KIRKOUK : TENSIONS AUTOUR DU RETRAIT DES PESHMERGAS

La « journée de la colère » organisée dans tout l’Irak le 25 février, et diversement suivie selon les provinces, a eu pour conséquences inattendues d’envenimer le débat sur Kirkouk et son statut, disputé entre Kurdes et Irakiens. Le gouverneur de Kirkouk a, en effet, interdit une manifestation d’Arabes dans la ville et imposé un couvre-feu, alors que les troupes des Peshmergas entourent Kirkouk. Les partis pro-Arabes ont violemment critiqué cette décision, arguant que ses raisons ne tenaient qu’à une des revendications prévues par les manifestants, à savoir le départ des forces kurdes de la province.

Mais le ministre kurde des Peshmergas, Jaafar Sheikh Mustafa, a rétorqué que la présence de ses troupes était nécessitée par le danger que des Arabes extrémistes irakiens faisaient peser sur les Kurdes de Kirkouk. Ainsi, alors que ces derniers refusaient de prendre part aux manifestations du 25, les Kurdes semblaient craindre une attaque des quartiers et des partis politiques kurdes de la part des manifestants.
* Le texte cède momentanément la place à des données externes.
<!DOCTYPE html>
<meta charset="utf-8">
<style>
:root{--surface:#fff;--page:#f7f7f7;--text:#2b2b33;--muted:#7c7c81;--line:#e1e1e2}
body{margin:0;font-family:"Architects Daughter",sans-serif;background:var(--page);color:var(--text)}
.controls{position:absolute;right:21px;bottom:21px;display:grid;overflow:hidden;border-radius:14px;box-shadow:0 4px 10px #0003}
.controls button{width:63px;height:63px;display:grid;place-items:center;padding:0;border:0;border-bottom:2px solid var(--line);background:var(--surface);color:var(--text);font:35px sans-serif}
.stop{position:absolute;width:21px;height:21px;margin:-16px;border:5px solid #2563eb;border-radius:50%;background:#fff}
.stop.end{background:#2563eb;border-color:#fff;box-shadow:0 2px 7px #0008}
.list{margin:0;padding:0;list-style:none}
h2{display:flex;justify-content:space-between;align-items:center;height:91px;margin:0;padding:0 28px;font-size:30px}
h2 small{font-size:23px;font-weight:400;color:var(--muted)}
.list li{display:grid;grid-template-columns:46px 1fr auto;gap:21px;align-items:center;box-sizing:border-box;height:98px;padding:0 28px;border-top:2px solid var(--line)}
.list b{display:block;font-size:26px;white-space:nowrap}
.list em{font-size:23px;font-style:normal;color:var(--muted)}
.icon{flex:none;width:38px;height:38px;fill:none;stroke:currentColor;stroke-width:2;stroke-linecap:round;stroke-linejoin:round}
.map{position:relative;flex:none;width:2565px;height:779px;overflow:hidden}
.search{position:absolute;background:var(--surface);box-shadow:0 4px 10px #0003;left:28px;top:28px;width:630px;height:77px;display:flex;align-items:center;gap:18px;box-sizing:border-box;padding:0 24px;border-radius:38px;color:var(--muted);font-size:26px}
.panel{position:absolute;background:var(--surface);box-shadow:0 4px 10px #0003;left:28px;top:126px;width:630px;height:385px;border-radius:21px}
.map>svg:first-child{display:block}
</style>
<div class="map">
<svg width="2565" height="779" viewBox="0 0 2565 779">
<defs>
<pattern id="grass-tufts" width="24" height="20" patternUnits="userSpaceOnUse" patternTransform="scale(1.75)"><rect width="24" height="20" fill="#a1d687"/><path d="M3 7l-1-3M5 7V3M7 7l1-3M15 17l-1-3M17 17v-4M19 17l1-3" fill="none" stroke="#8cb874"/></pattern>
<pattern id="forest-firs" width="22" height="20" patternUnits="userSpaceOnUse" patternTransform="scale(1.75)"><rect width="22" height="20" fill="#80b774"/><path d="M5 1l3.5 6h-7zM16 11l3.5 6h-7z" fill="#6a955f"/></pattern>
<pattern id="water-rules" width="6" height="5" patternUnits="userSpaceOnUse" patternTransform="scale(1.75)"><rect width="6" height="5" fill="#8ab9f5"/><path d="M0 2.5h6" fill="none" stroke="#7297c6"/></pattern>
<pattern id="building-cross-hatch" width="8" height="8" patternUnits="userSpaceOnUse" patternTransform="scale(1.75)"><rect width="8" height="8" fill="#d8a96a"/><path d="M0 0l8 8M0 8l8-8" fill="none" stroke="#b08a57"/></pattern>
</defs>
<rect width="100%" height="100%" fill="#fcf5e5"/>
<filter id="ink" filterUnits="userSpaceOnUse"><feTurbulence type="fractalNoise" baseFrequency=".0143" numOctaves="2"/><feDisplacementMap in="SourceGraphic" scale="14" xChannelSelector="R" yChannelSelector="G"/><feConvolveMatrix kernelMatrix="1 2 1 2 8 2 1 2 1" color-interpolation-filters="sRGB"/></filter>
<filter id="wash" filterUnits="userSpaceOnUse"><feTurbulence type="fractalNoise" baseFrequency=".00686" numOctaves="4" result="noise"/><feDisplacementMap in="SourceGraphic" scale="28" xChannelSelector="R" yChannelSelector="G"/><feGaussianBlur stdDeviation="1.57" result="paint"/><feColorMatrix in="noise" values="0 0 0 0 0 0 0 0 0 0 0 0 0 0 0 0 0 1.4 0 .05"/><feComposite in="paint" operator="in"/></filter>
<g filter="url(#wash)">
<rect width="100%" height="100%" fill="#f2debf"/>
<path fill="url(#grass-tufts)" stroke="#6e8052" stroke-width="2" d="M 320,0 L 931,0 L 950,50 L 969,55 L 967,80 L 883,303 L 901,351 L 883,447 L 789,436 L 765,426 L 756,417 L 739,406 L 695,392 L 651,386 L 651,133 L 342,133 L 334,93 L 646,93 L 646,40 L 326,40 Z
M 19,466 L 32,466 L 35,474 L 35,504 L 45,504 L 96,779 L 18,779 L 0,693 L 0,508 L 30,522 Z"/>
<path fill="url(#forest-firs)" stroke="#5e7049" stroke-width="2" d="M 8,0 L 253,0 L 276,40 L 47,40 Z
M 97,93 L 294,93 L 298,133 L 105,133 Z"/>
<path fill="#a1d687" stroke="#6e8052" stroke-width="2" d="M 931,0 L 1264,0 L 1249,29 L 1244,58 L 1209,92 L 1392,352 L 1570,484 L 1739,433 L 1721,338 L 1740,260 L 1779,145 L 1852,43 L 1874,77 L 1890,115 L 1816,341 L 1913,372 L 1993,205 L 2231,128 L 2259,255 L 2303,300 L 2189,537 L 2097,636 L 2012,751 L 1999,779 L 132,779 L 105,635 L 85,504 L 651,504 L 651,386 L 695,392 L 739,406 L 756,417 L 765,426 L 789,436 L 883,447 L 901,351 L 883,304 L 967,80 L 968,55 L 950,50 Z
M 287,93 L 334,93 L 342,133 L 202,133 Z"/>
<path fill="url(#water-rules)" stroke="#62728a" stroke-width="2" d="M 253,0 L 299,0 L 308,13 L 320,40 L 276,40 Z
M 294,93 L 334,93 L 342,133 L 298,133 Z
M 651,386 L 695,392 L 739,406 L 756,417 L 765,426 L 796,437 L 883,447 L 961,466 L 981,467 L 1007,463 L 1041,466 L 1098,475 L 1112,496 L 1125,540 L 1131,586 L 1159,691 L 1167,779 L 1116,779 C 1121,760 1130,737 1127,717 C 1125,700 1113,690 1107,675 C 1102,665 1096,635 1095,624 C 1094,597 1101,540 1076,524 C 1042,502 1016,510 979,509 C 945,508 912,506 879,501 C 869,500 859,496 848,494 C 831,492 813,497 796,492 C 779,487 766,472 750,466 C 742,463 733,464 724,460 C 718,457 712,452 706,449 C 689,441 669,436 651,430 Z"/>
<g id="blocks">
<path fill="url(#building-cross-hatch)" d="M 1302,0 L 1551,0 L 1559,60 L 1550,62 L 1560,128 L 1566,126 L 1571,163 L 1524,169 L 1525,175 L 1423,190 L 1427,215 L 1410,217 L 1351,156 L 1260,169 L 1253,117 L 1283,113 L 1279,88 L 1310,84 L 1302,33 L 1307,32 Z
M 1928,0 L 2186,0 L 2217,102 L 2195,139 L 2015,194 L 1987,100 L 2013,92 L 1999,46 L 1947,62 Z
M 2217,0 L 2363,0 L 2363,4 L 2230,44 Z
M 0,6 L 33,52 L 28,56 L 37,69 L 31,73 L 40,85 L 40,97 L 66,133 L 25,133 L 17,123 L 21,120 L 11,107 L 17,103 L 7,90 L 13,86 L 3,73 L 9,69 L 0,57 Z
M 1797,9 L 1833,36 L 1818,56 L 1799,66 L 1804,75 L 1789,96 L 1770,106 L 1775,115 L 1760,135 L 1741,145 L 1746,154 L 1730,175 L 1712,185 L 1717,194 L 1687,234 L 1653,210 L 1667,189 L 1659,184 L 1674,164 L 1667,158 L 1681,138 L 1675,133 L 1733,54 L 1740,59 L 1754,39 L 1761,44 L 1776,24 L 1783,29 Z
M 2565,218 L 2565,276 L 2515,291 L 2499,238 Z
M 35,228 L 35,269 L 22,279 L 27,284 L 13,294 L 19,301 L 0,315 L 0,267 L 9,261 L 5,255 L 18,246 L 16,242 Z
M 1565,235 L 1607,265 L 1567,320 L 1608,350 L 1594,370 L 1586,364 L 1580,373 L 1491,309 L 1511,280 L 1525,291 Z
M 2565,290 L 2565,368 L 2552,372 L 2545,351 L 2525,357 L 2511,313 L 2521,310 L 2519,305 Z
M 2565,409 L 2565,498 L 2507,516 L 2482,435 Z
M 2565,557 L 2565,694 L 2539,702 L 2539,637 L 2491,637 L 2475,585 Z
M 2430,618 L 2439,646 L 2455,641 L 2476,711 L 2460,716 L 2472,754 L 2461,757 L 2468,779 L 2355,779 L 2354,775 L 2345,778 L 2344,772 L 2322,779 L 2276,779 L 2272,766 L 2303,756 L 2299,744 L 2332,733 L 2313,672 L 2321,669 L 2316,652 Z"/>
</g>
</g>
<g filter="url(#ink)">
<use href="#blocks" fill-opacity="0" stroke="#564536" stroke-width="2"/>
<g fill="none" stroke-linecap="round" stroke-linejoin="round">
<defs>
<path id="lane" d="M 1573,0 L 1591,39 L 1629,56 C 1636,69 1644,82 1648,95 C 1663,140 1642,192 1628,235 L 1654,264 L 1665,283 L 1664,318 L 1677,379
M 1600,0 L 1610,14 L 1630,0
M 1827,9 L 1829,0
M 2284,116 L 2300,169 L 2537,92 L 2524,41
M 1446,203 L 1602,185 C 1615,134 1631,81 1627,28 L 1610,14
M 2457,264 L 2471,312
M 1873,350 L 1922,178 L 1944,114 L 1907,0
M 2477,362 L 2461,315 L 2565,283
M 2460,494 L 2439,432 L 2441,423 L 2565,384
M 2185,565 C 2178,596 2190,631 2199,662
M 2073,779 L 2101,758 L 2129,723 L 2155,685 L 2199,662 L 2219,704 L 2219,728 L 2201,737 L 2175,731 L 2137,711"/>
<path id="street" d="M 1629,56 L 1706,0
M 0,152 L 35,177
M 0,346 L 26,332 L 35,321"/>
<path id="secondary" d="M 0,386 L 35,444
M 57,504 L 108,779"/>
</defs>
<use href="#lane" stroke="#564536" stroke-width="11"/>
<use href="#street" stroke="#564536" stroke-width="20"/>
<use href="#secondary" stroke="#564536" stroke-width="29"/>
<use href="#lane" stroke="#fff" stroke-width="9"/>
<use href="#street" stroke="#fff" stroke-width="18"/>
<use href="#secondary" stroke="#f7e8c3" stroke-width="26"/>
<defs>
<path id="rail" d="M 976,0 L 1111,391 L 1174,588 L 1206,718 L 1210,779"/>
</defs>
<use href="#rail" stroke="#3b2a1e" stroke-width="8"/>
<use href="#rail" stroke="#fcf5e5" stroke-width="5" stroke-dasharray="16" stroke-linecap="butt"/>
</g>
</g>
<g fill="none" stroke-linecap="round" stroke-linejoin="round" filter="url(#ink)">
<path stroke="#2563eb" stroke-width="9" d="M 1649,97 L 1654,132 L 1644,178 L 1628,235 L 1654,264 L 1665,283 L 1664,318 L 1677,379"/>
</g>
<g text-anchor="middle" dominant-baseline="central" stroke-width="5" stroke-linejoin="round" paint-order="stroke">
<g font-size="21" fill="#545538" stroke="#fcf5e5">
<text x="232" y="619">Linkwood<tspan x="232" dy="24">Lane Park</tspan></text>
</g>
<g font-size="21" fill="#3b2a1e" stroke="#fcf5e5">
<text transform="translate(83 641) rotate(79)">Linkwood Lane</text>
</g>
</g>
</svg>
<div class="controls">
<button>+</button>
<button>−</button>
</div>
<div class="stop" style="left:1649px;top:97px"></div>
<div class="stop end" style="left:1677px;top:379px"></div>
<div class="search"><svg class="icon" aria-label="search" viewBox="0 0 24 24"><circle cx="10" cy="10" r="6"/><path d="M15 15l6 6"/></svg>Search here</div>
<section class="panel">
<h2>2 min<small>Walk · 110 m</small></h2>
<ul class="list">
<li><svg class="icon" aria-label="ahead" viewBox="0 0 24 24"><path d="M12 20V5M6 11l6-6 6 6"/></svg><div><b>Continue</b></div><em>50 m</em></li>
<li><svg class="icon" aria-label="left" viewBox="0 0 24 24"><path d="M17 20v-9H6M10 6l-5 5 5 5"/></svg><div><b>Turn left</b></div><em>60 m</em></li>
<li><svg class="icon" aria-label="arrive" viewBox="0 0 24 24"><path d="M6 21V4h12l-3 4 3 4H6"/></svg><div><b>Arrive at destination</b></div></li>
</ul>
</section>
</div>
Cette crainte a été confirmée par Jaafar Mustafa, qui a notamment cité une déclaration hostile aux Kurdes de la part des mouvements arabes : « Les Baathistes avaient l’intention de s’attaquer aux institutions dirigées par les Kurdes et les Turkmènes (…) quand les forces de sécurité seront à même d’assurer la sécurité de Kirkouk, alors les Peshmergas se retireront. » Jaafar Mustafa a ajouté que les meneurs arabes incriminés ne représentaient pas le point de vue des « véritables » Arabes de Kirkouk. Le général Aziz Waisi, commandant des Zerevani (forces spéciales kurdes) a confirmé lui aussi que le but des militaires kurdes étaient de protéger leurs compatriotes des attaques extrémistes arabes : « Nous sommes venus à Kirkouk à la demande du gouverneur, nous ne retirerons pas nos forces tant qu’il ne nous le réclamera pas. » Rizgar Ali, Kurde membre du Conseil provincial de Kirkouk, a, pour sa part, rappelé que les Kurdes ne s’étaient pas déployés autour de la ville sans l’accord des USA : « Cela est survenu après un accord passé entre le ministre des Peshmergas et les forces américaines. »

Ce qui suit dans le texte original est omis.